Su permuta constata la trayectoria del gigante asiático: el sector inmobiliario, pilar del otrora vertiginoso crecimiento hasta sustentar un cuarto del PIB, supone hoy el más evidente desequilibrio estructural de un modelo productivo agotado y su crisis de deuda amenaza con provocar un colapso sistémico. Ante la incertidumbre, el grupo descendió su negocio pirámide de Maslow abajo, pues no hay debacle que haga superfluo un filete.
Estas granjas maximizan los réditos de la digitalización aplicada a economías de escala. «La estructura vertical reduce en un 95% el suelo necesario para criar un millón de cerdos y permite que un solo individuo supervise 1.500 animales», detalla Jin. Sus logros más rutilantes atañen al medio ambiente. «El proyecto ha alcanzado los objetivos de cero residuos sólidos, cero vertidos de aguas residuales y emisiones de gases ultrabajas», continúa el directivo. «Los excrementos se transportan a otro lugar para realizar la fermentación y luego se convierten en biogás empleado como combustible, es el sistema más avanzado de China en la actualidad».
Las alturas acorazan también la salud animal, reforzada mediante exhaustivos protocolos higiénicos. De ahí el paseo inicial por la cámara de calor, de acuerdo a las instrucciones de los operarios: nadie cumple con más escrupulosidad que ellos. La plantilla está compuesta de 800 trabajadores, 600 en régimen interno.
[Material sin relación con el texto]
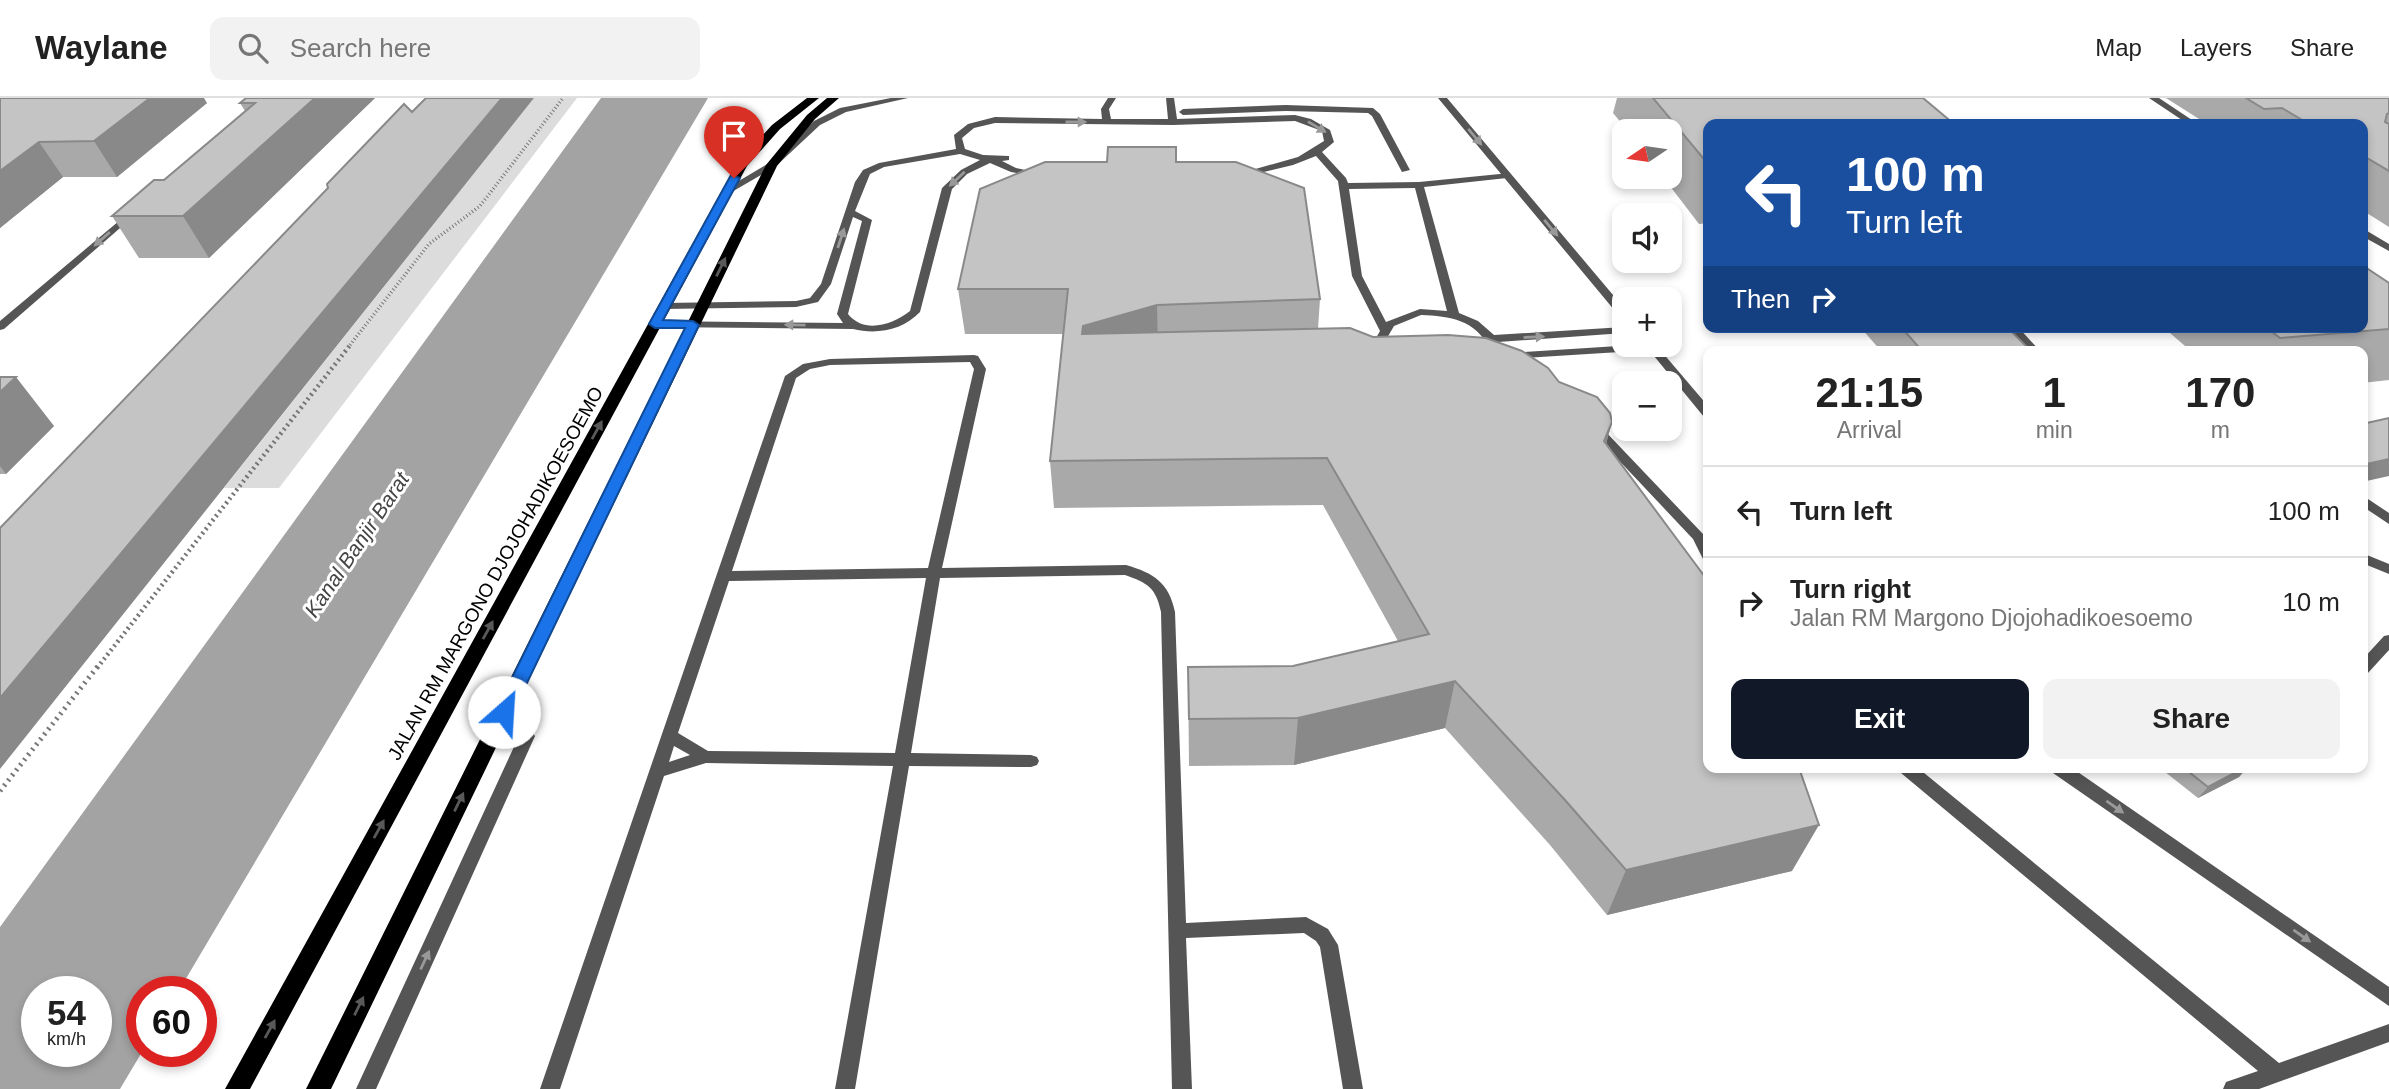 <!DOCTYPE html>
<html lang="en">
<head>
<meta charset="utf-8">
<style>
  :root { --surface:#fff; --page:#f2f2f2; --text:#222; --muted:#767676; --line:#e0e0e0; --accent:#111827 }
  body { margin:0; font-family:Arial,sans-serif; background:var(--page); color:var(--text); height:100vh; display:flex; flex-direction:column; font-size:26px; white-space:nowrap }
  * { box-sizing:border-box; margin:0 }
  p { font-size:23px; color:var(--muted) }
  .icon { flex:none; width:38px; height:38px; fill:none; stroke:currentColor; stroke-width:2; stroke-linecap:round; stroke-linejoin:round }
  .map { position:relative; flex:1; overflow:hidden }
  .sheet { position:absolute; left:1703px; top:248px; width:665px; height:427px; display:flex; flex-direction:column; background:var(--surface); border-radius:14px; box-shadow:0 4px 10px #0003 }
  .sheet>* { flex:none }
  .guide { position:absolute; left:1703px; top:21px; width:665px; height:214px; border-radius:14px; box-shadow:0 4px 10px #0003; background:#1a4fa0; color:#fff; overflow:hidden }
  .needle { width:46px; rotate:257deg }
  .controls { position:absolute; left:1612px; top:21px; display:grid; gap:14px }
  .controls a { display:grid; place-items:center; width:70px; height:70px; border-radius:14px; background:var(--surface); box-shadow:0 4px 10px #0003; font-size:35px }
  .speed { position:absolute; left:21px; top:878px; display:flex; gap:14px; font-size:35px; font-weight:700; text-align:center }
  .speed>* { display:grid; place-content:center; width:91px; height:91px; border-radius:50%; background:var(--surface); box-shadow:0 4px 10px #0003; line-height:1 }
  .speed small { font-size:18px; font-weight:400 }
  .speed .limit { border:10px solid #d22; background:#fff; color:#111 }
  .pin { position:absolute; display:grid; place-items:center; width:60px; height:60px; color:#fff; margin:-72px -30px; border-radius:50% 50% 50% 0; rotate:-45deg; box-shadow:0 0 7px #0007 }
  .pin .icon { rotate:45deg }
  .me { position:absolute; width:77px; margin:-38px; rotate:26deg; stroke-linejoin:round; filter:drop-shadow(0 0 5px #0008) }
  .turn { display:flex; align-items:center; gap:24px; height:147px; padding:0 28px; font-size:32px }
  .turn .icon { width:91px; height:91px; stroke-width:2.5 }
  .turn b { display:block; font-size:49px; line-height:60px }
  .then { display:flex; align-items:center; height:66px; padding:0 28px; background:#0003; gap:14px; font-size:26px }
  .eta { display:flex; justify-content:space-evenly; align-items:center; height:119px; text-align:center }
  .eta b { font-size:42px; font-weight:700; line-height:49px }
  .button { display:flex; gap:14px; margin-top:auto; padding:14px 28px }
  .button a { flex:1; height:80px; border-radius:14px; background:var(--accent); color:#fff; font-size:28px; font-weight:700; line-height:80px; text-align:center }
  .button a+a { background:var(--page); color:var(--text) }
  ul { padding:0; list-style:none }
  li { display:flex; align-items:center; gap:21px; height:91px; padding:0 28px; border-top:2px solid var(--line) }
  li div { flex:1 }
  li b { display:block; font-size:26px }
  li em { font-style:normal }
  header { display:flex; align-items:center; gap:42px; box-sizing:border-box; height:98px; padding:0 35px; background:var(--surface); border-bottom:2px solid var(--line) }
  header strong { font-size:33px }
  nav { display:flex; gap:38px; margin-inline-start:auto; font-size:24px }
  .search { width:490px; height:63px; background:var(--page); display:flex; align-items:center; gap:18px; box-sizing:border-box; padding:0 24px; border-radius:14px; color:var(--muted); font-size:26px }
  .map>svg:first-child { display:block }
</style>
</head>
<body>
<header>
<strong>Waylane</strong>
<div class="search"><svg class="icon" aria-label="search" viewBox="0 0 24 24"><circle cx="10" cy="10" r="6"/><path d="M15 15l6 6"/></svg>Search here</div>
<nav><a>Map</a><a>Layers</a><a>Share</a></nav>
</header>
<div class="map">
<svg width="2389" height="991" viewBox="0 0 2389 991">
  <rect width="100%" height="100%" fill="#fff"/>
  <!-- green -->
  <path fill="#dcdcdc" d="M534 0H577L279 390H224Z"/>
  <!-- water -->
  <path fill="#a3a3a3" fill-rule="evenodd" d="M601 0H708L178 894H142V954L120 991H0V829ZM96 894V954H37V894Z"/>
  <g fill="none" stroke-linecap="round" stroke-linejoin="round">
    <!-- path-far2 -->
    <path stroke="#777" stroke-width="3.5" stroke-dasharray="1 2.5" stroke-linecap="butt" d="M350 247 429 146 480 108 563 0"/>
    <!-- path-far1 -->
    <path stroke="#777" stroke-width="4.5" stroke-dasharray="2 3.5" stroke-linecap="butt" d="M97 570 351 246"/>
    <!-- path -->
    <path stroke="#777" stroke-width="5" stroke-dasharray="2 4.5" stroke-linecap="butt" d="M0 693 98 568"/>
    <!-- service -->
    <path fill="#555" fill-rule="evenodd" d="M1108 0H1116L1109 11 1111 21H1168L1166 0H1174L1177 21 1295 17 1311 21 1330 32 1334 44 1322 54 1346 80 1348 85 1419 84 1510 75V79L1507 80 1424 89 1459 215 1478 223 1494 237 1624 229V235L1498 244 1501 250C1496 257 1491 267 1484 272 1461 291 1399 280 1383 255 1380 251 1378 245 1376 240L1380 233 1352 178 1338 83 1316 58 1293 67 1243 79 1238 76 1298 59 1324 43 1322 33 1295 23 1173 27 995 25 974 30 962 40 965 51 983 57 1009 58V62L1002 63 1016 70 1044 76 1039 79 1011 74 990 65 967 76 952 91 920 214C903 232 877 237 853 231L655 229 649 226 655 223 843 225 837 216 862 123 853 119 831 186 818 204 796 209 664 211 659 208 664 205 796 203 810 200 821 186 855 84 863 72 879 65 956 51 954 37 968 26 995 19 1102 21 1101 11ZM960 56 980 62 961 72 942 90 910 213C892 227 864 236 848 216L872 122 855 113 870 76 884 69ZM1415 90 1447 213 1420 211 1386 224 1362 178 1349 91ZM1421 217C1450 218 1476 222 1489 250 1485 255 1481 264 1476 268 1455 284 1412 272 1395 254 1391 251 1389 245 1387 240L1394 228Z
      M2149 0H2159L2198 26H2188Z
      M1286 7 1373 10 1380 16 1410 72 1402 74 1372 18 1368 15 1286 13 1183 17 1179 14 1183 11Z
      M2362 130 2389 146V153L2362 138Z
      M2007 229H2018L2041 254H2029Z
      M1634 247H1656L1658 249 1652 252 1510 261 1504 258 1510 255Z
      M974 257 978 258 986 271 942 470 1126 467C1154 475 1169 485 1175 514L1186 825 1306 819 1328 831 1338 847 1363 991H1343L1320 849 1316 843 1304 835 1186 840 1192 991H1172L1161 514C1156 490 1148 485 1125 477L940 480 911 655 1031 657 1037 659 1039 663 1037 667 1031 669 909 668 855 991H835L893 668 706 665 664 678 560 991H540L785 278 803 266 830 261ZM970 264 974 271 928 470 732 473 796 280 810 271 830 267ZM926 480 895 655 708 653 678 635 729 483ZM674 648 690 657 669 664Z
      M1599 330 1603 331 1703 436 1708 445V463L1703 461 1693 441 1595 337 1593 334 1595 331Z
      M2362 397 2389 415V426L2362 408Z
      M2362 455 2389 466V476L2362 465Z
      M2389 537V552L2367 576 2362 577V562L2384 538Z
      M527 632 532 634 535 638 376 991H356L519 638 522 634Z
      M1899 670H1918L2279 965 2389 926V944L2259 991H2223L2226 984 2258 973 1901 675Z"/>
    <!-- minor -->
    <path fill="#555" fill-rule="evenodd" d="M132 112 135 113V117L4 231 0 232V223Z"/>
    <!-- tertiary -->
    <path fill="#555" fill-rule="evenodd" d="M891 0H908L846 14 820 27 775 69 730 95 722 93 769 65 814 23 840 10Z
      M1438 0H1447L1624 210V220L1620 219Z
      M1645 247H1656L1708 308V320L1704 319Z
      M2051 670H2072L2389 889V908L2053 675Z"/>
    <!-- primary -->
    <path fill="#000" fill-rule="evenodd" d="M807 0H819L780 31 747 68 250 991H225L736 67 772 27Z
      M827 0H839L815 21 777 68 331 991H306L766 67 807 17Z"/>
  </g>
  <!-- wall -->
  <path fill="#a9a9a9" d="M0 0 207 5 117 79H63L0 130Z
    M246 0H375L209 160H139L112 118 164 82 245 13 240 5Z
    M1617 0H1923L1708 26V125L1699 126 1663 79H1670V33H1628L1613 15Z
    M2166 0H2389V129L2362 112V26H2207Z
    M1176 64 1320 201 1318 231 1373 239 1559 284 1612 324 1606 346 1792 773 1607 817 1550 747 1445 630 1294 667 1189 668 1188 569 1293 568 1398 543 1323 407 1054 410 1050 363 1063 236H965L958 191Z
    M2389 185V282L2362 285V254H2192L2163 229H2362Z
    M1860 229H2007L2032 254H1882Z
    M0 279 54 328 6 376H0Z
    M2160 670H2247L2239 679 2198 700Z"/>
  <!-- shaded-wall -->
  <path fill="#898989" d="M150 0H204L207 5 117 79 94 43Z
    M315 0H375L209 160 183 118Z
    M502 0H534L0 671V600Z
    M39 44 63 79 0 130V73Z
    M1157 207 1158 252 1082 236 1083 228Z
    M16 279 54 328 6 376 0 368V294Z
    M1612 324 1599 371 1604 343Z
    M2389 361V378L2362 384V367Z
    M1455 583 1445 630 1294 667 1298 620Z
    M2244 670H2247L2239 679 2198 700 2208 689Z
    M1819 727 1792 773 1607 817 1626 772Z"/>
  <!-- building -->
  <path fill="#c4c4c4" stroke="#898989" stroke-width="2" d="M0 0H150L94 43 39 44 0 73Z
    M246 0H315L183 118H112L154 82H164L255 5H240Z
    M426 0H502L0 600V430L328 90 327 86 404 6 412 14Z
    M1653 0H1923L1954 26H1708V66Z
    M2246 0H2389V15L2387 16 2385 24 2389 26V73L2362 57V26H2309L2282 10 2264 11Z
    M1108 49H1176V64H1236L1304 90 1320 201 1157 207 1083 228 1082 236 1350 230 1373 239 1448 237 1486 240 1522 253 1548 270 1559 284 1597 299 1610 315 1612 324 1604 343 1708 483V670H1799L1819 727 1626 772 1565 702 1455 583 1298 620 1189 621 1188 569 1293 568 1429 536 1327 360 1050 363 1068 191H958L980 91 1045 64H1107Z
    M2362 167 2389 185V231L2280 240 2266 229H2362Z
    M1901 229H2007L2032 254H1923Z
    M0 279H16L0 294Z
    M2389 320V361L2362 367V326Z
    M2184 670H2244L2208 689Z"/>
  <!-- one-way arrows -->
  <defs><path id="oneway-solid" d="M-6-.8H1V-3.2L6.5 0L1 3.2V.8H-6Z" transform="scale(1.75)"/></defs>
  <g fill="#999">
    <use href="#oneway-solid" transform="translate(1076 24)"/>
    <use href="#oneway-solid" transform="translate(1317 29) rotate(31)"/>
    <use href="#oneway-solid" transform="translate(1475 39) rotate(50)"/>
    <use href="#oneway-solid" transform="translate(957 81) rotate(137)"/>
    <use href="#oneway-solid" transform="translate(1551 130) rotate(50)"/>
    <use href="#oneway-solid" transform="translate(841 140) rotate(-72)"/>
    <use href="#oneway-solid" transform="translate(102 141) rotate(139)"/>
    <use href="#oneway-solid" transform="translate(795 227) rotate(-179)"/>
    <use href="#oneway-solid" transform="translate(1534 239) rotate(-3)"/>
    <use href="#oneway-solid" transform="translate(2115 709) rotate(35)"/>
    <use href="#oneway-solid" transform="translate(2302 838) rotate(35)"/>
    <use href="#oneway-solid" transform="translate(425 862) rotate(-65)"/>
  </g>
  <g fill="#595959">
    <use href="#oneway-solid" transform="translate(721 169) rotate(-64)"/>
    <use href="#oneway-solid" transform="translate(597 332) rotate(-61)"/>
    <use href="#oneway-solid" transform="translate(488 532) rotate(-61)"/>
    <use href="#oneway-solid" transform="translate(459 704) rotate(-64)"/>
    <use href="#oneway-solid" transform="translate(379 731) rotate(-61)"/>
    <use href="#oneway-solid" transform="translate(359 908) rotate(-64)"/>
    <use href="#oneway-solid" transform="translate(270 931) rotate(-61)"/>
  </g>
  <!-- route -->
  <path fill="#1a73e8" stroke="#114b97" stroke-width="2" d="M731 77 740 80 663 222 693 223 699 227 513 614 510 619H498L495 614 685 230H655L649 226Z"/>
  <g text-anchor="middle" stroke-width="6" stroke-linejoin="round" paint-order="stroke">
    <!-- street labels -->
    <g font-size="19" fill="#000" stroke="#fff">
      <text transform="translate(495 475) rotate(-61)" y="7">JALAN RM MARGONO DJOJOHADIKOESOEMO</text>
    </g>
    <!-- water labels -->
    <g font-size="21" font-style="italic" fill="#444" stroke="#fff">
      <text transform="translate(357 447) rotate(-56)" y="7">Kanal Banjir Barat</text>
    </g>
  </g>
</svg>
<div class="controls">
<a><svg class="needle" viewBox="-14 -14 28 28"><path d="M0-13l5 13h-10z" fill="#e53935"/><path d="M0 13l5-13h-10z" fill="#767676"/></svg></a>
<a><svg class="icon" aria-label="sound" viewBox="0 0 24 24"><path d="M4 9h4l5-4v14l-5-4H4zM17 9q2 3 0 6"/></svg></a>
<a>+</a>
<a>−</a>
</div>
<div class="speed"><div>54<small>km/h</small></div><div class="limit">60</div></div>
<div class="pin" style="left:734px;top:80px;background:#d93025"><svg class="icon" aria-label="arrive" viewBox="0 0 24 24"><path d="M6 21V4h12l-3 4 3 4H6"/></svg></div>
<svg class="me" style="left:504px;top:614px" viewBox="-20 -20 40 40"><circle r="19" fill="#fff"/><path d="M0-13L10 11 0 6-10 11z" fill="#1a73e8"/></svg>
<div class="guide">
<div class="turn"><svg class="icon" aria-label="left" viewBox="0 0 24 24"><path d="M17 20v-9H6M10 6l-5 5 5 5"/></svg><div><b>100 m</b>Turn left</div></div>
<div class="then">Then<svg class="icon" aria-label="right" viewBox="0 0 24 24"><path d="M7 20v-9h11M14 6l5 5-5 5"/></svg></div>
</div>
<section class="sheet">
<div class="eta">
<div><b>21:15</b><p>Arrival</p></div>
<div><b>1</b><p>min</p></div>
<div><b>170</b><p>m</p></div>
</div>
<ul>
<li><svg class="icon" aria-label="left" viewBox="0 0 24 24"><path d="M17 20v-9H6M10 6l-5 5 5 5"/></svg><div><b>Turn left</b></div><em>100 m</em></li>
<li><svg class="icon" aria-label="right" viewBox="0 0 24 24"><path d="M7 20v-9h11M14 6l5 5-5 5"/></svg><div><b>Turn right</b><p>Jalan RM Margono Djojohadikoesoemo</p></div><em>10 m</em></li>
</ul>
<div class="button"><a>Exit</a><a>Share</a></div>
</section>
</div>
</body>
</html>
Su rotación comienza con sucesivas pruebas de testeo y desinfección a lo largo de seis horas; una vez superadas permanecen aislados en el interior del complejo durante veinticuatro días consecutivos, alojados en un edificio residencial dotado de dormitorios, zonas de deporte y entretenimiento. Seis días en el exterior, y vuelta a empezar. La vida rebajada a fuerza productiva, en definitiva.
Puercos diplomáticos
Semejante meticulosidad ha cebado un orondo éxito productivo. Quizá excesivo. «La mejora ha sido gigante, pero ahora hay mucho más cerdo que antes de la pandemia y los precios han colapsado», tercia Rogers Pay. «Están tan bajos que a algunas empresas les está costando devolver los créditos«. Esta dimensión contextualiza la irrupción geopolítica de los marranos.
Los gruñidos saltan de un lado a otro del continente desde que a mediados de julio China anunciara la apertura de una investigación a los productos de porcino procedentes de la Unión Europea. Este movimiento representa una respuesta a los aranceles impuestos por las instituciones comunitarias a los vehículos eléctricos chinos, a causa de una política estatal de subsidios caracterizada como competencia desleal.
A China le convenía reducir las importaciones
«Los cerdos españoles están en el punto de mira sin motivo», dicen los expertos. mientras, la producción del gigante asiático se recupera
Así, el primer golpe de esta guerra comercial en ciernes cae sobre... España, el primer proveedor de China. La amenaza de sanciones pone en entredicho un sector que acapara casi el 65% de las exportaciones patrias al gigante asiático, 1.200 millones de euros de 1.900 –aunque el jamón permanece a salvo de las pesquisas– y amenaza con profundizar el desfase comercial entre ambos países, de lejos el más deficitario en las cuentas españolas.
¿Qué falta han cometido, pues, nuestros cerditos? «Cuando hay un conflicto, China suele aplicar presión en las cadenas agrícolas, ya sea mediante aranceles o inspecciones que llevan a restricciones. Con Estados Unidos fue la soja, con Australia el vino, el vacuno y las langostas», elabora Rogers Pay.
«La mayoría de países tienen programas de subvenciones sustanciales, lo que quiere decir que los productos agrícolas son un objetivo fácil para presentar una acusación creíble». Además, «en este caso era conveniente para China desde un punto de vista económico reducir el volumen total de importaciones de porcino para echar una mano a la producción nacional que ha estado sufriendo«.
En resumen: »La confluencia de varios factores ha colocado a los cerdos españoles en el punto de mira sin que hayan hecho nada malo«. Las cámaras de seguridad muestran cómo sus homólogos chinos, mientras tanto, prosiguen con su sistematizada rutina en las alturas.